Earlier, O’Brien was the special presidential envoy for hostage affairs with the personal rank of ambassador. He was directly involved in the return of over 25 detainees and hostages to the United States. O’Brien previously served as cochairman of the US Department of State

Public-Private Partnership for Justice Reform in Afghanistan under secretaries of state Condoleezza Rice and Hillary Rodham Clinton.

MARIA RESSA

Nobel Peace Prize-Winning Journalist; Cofounder, CEO, and President of Rappler

Maria Ressa is a Nobel laureate and journalist known for her work to protect media freedom. In October 2021, she was one of two journalists awarded the Nobel Peace Prize in recognition of her "efforts to safeguard freedom of expression, which is a precondition for democracy and lasting peace." Ressa is the cofounder of Rappler, a digital news site in the Philippines that exposed corruption, human rights violations, and abuses during former President Rodrigo Duterte’s war on drugs. As Rappler's CEO and president, Ressa endured constant political harassment and arrests by the Duterte government and was forced to post bail ten times to stay free. All told she has worked as a journalist in Asia for more than 37 years. She helped set up and then head CNN’s Manila bureau in 1987 and its Jakarta bureau in 1995.

ERIC SCHMIDT

Cofounder, Schmidt Futures; Former CEO and Chairman, Google

Schmidt is an accomplished technologist, entrepreneur, and philanthropist. He joined Google in 2001 and helped grow the company from a startup to a global leader in technology technology. Schmidt served as Google’s CEO and chairman from 2001 to 2011. In 2017, he cofounded Schmidt Futures, a philanthropic initiative that brings talented people together in networks to prove out their ideas and solve hard problems in science and society.

JOHN SULLIVAN

Former Deputy Secretary of State; Former US Ambassador to the Russian Federation

John J. Sullivan’s career spans four decades in the public sector and in private law practice. He has served five presidents in prominent diplomatic and legal positions, including as US ambassador to the Russian Federation under presidents Joe Biden (2021–2022) and Donald

Trump (2019–2021), acting secretary of state in 2018, and deputy secretary of state (2017).
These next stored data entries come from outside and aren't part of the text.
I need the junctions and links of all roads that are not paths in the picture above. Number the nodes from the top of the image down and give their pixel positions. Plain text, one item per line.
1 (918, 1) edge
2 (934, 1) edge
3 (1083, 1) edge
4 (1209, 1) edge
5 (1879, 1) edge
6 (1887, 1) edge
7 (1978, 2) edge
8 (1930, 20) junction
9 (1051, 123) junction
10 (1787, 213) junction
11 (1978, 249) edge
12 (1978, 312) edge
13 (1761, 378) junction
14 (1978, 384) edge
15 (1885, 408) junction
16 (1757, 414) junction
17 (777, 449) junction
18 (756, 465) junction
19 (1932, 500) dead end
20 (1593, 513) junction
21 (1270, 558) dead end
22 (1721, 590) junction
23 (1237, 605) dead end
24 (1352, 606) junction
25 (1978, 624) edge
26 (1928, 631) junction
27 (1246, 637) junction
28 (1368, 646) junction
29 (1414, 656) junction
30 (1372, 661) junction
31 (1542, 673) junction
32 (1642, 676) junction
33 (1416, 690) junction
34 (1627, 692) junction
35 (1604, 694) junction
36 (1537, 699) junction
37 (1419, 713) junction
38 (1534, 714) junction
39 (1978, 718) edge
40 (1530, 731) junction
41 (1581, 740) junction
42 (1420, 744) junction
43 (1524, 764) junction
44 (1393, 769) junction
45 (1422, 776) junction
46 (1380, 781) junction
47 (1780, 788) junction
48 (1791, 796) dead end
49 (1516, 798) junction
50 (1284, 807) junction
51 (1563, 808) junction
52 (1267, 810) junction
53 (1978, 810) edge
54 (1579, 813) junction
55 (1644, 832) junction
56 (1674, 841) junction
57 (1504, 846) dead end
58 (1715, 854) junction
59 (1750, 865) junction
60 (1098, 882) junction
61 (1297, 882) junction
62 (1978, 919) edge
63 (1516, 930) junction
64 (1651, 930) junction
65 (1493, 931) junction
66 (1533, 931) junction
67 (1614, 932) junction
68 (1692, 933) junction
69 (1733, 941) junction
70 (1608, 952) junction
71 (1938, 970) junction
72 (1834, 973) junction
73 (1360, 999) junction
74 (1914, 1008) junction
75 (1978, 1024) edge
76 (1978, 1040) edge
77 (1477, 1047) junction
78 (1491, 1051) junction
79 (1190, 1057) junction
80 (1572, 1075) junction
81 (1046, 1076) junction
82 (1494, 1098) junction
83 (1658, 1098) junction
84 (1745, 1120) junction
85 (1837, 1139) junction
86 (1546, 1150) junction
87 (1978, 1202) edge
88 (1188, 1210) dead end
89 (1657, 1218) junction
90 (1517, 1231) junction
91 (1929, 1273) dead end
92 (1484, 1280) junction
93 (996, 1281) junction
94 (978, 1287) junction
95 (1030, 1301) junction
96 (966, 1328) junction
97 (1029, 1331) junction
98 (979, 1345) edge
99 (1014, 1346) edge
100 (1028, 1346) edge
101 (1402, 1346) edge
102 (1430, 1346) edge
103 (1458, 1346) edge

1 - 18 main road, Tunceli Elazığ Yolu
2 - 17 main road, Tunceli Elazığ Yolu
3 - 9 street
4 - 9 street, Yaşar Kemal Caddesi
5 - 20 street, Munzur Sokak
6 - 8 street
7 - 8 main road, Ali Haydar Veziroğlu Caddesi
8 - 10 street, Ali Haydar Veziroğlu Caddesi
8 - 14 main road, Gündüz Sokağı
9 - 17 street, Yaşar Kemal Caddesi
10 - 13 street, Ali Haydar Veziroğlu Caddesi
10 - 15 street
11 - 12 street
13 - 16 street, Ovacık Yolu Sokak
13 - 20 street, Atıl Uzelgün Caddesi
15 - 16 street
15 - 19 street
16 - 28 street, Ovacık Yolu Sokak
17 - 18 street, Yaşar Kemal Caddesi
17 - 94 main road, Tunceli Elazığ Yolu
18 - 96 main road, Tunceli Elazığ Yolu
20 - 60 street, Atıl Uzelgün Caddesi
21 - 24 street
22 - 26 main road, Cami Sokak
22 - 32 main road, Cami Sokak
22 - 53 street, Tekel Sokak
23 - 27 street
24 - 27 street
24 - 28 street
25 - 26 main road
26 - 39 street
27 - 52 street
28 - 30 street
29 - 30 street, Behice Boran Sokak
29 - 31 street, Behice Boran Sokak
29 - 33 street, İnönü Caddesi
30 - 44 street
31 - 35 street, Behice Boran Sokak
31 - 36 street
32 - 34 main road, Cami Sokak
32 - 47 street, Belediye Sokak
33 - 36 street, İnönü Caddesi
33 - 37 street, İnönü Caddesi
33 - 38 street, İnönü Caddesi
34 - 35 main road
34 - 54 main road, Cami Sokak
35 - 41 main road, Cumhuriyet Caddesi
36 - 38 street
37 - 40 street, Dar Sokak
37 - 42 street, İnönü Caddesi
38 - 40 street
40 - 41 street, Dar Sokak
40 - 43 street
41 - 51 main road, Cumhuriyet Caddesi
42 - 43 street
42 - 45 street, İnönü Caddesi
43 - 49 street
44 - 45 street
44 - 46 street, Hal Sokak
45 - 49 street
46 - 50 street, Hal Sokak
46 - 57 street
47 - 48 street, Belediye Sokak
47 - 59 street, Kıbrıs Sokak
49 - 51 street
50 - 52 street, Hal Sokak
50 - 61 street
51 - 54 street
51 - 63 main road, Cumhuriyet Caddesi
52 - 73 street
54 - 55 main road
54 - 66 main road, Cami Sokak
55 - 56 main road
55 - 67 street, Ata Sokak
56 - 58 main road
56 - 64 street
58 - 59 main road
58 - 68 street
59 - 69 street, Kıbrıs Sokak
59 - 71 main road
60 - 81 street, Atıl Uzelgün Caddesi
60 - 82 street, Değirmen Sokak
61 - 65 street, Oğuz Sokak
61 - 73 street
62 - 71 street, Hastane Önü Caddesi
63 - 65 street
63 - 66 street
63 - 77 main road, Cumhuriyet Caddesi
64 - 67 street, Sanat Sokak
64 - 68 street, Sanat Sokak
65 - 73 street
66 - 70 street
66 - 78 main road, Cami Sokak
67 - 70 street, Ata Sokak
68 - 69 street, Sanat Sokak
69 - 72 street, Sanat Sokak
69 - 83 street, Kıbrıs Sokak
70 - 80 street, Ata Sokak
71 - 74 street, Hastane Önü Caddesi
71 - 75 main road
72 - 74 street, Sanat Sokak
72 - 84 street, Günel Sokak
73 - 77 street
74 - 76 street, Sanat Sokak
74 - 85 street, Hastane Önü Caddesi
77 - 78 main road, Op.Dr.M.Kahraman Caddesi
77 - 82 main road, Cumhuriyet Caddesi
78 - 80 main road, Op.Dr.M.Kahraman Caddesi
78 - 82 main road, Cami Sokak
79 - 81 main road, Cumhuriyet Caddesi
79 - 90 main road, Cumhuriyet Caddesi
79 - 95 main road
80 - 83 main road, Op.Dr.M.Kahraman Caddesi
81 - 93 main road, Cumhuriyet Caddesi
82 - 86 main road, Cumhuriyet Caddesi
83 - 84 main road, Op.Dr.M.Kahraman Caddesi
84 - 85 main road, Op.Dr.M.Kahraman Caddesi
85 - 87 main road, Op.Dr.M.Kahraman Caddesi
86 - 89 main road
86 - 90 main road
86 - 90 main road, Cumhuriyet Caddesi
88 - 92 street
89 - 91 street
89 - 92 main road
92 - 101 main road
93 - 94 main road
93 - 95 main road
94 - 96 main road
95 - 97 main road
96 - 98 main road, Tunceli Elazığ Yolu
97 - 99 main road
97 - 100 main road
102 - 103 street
Sullivan is a partner in Mayer Brown’s Washington, DC, and New York offices and a co-lead of the firm's national security practice. He is also a distinguished fellow at the School of Foreign Service of Georgetown University. As a leading authority on foreign affairs, he is quoted frequently in national media and is a contributor to CBS News.

MARIE YOVANOVITCH

Former US Ambassador to Ukraine 

Marie Yovanovitch is the author of a bestselling memoir, Lessons from the Edge, a nonresident fellow at the Institute for the Study of Diplomacy at Georgetown University, and a senior fellow at the Carnegie Endowment for International Peace. During her 33-year diplomatic career, she served as the US ambassador to Kyrgyzstan, Armenia, and Ukraine. She also worked in Russia, the United Kingdom, Canada, and Somalia, and in multiple assignments in Washington, DC, including as the principal deputy assistant secretary for the Bureau of European and Eurasian Affairs, where she coordinated policy on European and global security issues.